If you've ever traveled by boat up the Sumida River to Asakusa, you probably caught a glimpse of this huge, strange-looking museum. The building is actually modeled after a traditional warehouse with elevated floors. If you haven't visited it yet, make sure that you do!
The Edo-Tokyo Museum, as the name indictes, is all about the history and culture of Tokyo (once called 'Edo'). The exhibitions are excellent, and most are labeled in English. Many even have lengthy explanations.
What makes this museum so special is that it combines regular exhibits with lots of life-sized recreations; elaborate models, and a number of 'hands-on' exhibits.
Upon purchasing your ticket outside on the main (3rd floor) terrace, take the escalators up to the 5th floor. As soon as you enter the permanent exhibition space, you must walk across a replica of the original Nihonbashi (bridge). Looking down from the bridge, visitors can see life-sized replicas of a traditional Japanese theater and one of Tokyo's first Western style buildings. It is all quite impressive.
Across the bridge is 'The Edo Zone', with miniture recreations of Edo Castle and the city plan of Edo (and, of course, much more). Downstairs, 'The Edo Zone' continues with topics like: commerce, culture, daily living, amusement quarters,...
Also downstairs is 'The Tokyo Zone' which focuses on the changes that the city underwent during the 1900's - topics include: the industrial revolution, the Great Kanto Earthquake, Air raids and black markets,...
Keep an eye out for special exhibitions as well. If it is on the 5th floor, there is no extra charge. But if it is on the first floor, visitors must pay extra.
There are a number of restaurants and cafes within the museum grounds, but re-entry to the museum on the day of purchase is also ok (but make sure you get a 're-entry' ticket before you exit). I recommend trying one of the local 'chanko-nabe' restaurants nearby. The food of Sumo wrestlers, it is a very hearty and delicious stew. Many places offer a lunch serving for around 1000 yen.
If you are interested in a guide, portable English audio equipment is free (with a 1000 yen refundable deposit) or try one of the volunteer English guides. It is best to call ahead and make a reservation or they might not be available.
If I had to recommend only one museum to foreigners visiting Tokyo, this would be my choice. Even for those with short stays, it is a great way to familiarize oneself with this great city. For those with a bit of time, expect to spend at least half a day here.
Hours of Operation: 9:30 - 17:30, Saturday 9:30 - 19:30.

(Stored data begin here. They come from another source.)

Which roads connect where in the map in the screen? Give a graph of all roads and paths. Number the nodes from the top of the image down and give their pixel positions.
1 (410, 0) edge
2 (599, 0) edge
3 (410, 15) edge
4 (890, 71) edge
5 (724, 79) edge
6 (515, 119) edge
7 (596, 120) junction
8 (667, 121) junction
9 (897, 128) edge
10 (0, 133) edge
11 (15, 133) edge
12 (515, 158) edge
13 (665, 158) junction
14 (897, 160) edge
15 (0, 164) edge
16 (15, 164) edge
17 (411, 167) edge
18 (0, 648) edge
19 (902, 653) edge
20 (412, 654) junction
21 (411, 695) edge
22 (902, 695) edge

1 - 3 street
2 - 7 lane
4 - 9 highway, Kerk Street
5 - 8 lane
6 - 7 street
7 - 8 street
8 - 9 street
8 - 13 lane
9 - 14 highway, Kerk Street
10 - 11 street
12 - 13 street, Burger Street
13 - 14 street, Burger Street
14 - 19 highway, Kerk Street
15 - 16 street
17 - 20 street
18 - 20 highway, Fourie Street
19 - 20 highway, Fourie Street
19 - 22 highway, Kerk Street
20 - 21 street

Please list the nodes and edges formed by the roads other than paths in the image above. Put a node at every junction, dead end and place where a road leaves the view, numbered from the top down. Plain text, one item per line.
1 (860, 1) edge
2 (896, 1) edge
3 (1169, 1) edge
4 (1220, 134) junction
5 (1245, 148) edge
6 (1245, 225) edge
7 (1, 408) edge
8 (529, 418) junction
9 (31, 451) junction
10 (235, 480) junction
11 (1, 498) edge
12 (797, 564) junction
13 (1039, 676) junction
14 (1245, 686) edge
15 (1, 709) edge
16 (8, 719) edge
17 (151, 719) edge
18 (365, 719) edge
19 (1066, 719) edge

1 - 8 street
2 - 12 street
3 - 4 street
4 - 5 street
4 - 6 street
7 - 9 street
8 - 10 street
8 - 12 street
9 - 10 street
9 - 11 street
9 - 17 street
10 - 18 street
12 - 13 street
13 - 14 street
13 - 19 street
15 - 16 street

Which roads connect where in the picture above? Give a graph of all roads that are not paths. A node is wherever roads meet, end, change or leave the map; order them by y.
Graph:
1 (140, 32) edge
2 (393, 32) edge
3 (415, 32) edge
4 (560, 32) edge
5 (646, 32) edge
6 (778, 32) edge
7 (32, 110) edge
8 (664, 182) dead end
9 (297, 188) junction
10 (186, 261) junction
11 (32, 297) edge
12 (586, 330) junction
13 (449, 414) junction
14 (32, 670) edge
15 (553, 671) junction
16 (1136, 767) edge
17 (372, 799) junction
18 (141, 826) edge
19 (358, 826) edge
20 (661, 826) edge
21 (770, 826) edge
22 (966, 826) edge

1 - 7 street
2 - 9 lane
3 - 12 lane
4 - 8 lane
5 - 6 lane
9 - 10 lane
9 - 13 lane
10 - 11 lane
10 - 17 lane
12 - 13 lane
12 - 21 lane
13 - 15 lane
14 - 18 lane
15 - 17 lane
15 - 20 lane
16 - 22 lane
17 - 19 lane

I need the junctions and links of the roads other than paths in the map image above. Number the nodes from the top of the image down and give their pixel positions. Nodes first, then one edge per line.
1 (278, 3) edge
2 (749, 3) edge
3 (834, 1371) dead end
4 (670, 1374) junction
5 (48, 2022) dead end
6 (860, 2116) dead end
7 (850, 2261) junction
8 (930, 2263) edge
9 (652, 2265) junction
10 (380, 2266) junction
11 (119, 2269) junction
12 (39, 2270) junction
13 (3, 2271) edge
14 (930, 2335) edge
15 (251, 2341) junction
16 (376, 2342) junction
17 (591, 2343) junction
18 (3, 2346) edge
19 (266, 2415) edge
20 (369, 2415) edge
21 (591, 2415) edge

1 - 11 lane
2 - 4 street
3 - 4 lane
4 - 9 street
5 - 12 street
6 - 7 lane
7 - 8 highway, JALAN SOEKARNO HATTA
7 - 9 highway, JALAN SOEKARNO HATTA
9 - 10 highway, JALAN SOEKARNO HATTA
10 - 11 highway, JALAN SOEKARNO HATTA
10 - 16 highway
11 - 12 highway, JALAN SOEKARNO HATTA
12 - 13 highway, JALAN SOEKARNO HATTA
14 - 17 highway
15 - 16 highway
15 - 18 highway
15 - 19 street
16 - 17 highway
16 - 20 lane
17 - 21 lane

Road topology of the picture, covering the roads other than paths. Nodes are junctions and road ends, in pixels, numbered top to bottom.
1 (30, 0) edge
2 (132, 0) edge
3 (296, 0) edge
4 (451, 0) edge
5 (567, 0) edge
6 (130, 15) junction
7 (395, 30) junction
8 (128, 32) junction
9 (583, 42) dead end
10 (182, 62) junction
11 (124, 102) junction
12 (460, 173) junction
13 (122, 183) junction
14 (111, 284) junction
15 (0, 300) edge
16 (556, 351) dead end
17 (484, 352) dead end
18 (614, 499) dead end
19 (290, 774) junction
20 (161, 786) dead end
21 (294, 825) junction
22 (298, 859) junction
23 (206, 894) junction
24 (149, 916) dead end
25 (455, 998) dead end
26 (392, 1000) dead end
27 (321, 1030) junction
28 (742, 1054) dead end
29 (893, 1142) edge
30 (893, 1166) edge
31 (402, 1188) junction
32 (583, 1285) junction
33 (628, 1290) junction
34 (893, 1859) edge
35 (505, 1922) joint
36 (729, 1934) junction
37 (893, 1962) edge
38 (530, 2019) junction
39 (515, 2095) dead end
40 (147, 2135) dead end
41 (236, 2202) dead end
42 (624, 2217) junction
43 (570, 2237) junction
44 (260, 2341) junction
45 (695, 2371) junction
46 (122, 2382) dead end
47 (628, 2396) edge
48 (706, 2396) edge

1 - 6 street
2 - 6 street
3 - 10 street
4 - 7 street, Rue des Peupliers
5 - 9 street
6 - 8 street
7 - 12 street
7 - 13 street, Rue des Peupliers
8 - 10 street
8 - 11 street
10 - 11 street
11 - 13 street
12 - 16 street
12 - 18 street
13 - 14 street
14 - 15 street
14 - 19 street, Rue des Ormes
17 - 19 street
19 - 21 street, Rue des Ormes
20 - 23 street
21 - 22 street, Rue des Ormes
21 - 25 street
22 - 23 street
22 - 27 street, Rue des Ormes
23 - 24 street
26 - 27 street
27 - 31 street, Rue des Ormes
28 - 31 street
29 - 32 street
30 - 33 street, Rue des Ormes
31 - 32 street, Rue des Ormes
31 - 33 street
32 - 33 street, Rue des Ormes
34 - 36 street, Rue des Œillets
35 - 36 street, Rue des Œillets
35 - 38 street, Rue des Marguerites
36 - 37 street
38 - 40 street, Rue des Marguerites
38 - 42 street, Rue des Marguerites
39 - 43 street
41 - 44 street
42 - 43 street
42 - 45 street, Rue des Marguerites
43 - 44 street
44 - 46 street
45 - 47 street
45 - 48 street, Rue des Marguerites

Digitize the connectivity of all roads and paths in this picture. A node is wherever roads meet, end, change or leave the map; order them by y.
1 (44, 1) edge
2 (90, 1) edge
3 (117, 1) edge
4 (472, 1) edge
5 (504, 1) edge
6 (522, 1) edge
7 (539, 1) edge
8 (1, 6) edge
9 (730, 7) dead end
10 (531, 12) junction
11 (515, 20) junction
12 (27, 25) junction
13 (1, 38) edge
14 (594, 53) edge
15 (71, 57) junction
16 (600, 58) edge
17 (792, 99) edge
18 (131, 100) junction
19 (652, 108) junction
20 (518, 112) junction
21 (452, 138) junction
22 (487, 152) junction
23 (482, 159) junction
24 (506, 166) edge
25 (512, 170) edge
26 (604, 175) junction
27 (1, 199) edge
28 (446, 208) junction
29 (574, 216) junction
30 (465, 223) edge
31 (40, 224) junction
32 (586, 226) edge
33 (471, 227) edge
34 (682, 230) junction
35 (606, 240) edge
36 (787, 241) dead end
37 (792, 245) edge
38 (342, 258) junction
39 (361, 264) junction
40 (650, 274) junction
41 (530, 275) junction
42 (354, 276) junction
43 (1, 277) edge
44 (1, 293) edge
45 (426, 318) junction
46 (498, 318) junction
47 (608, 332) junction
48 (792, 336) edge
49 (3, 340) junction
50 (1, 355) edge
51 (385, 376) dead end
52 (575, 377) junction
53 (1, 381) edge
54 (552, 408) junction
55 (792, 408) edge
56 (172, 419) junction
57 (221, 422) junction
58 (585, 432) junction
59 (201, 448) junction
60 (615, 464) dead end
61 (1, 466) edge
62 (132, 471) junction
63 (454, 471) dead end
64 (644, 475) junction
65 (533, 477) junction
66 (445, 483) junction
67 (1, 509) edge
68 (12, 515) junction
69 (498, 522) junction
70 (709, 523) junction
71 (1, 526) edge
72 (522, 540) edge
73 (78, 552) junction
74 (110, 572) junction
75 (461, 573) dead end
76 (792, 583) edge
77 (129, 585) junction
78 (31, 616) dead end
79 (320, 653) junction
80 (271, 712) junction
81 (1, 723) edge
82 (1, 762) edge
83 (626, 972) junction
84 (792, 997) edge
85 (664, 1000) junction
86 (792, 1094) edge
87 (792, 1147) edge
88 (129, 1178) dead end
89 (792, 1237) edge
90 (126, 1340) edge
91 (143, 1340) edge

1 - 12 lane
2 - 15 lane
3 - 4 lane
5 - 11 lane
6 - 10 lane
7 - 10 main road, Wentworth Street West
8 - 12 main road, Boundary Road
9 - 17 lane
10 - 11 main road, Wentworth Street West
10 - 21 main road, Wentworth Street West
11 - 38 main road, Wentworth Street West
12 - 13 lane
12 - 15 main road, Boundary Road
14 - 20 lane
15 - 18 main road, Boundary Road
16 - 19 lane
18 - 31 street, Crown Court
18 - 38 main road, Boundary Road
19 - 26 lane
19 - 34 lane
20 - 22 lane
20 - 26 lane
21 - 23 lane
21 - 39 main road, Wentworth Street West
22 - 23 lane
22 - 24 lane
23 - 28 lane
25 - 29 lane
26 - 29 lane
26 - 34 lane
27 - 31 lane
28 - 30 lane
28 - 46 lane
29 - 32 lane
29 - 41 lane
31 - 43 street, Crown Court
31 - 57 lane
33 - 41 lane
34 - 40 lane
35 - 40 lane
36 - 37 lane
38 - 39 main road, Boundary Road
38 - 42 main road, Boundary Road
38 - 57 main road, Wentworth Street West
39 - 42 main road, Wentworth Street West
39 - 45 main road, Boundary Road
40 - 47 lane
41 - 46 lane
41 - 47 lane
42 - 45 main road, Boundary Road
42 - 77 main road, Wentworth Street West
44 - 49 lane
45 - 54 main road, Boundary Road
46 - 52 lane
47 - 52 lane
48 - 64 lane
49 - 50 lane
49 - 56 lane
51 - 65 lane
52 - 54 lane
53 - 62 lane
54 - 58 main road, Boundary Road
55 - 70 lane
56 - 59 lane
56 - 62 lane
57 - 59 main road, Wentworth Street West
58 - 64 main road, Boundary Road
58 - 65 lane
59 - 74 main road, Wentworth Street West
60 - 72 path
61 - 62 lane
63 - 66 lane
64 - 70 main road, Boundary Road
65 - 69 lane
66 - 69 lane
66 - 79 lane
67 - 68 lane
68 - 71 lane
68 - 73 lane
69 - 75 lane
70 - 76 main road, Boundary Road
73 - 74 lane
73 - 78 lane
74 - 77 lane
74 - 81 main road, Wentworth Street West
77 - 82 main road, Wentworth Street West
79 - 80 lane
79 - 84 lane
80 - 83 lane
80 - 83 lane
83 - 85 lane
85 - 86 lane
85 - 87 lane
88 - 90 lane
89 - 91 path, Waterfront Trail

Closed on Mondays except during Sumo tournaments in the Kokugi-kan. When Monday is a holiday, closed the next day. Also closed from December 28 to January 1.
Admission: Adults: 600 yen, University students: 480 yen, Jr. high and high school students: 300 yen, and adults over 65: 300 yen. *There are discounts for groups of 20 or more.
**Elementary school children and younger are free. Jr. high & high school students who are residents of Tokyo are also free.
Address: 1-4-1 Yokoami, Sumida-ku 130-0015. Just outside Ryogoku Station.
Paid parking is available.
**Free entry with Grutt Pass 2007 (#39), + discount ticket for special exhibitions.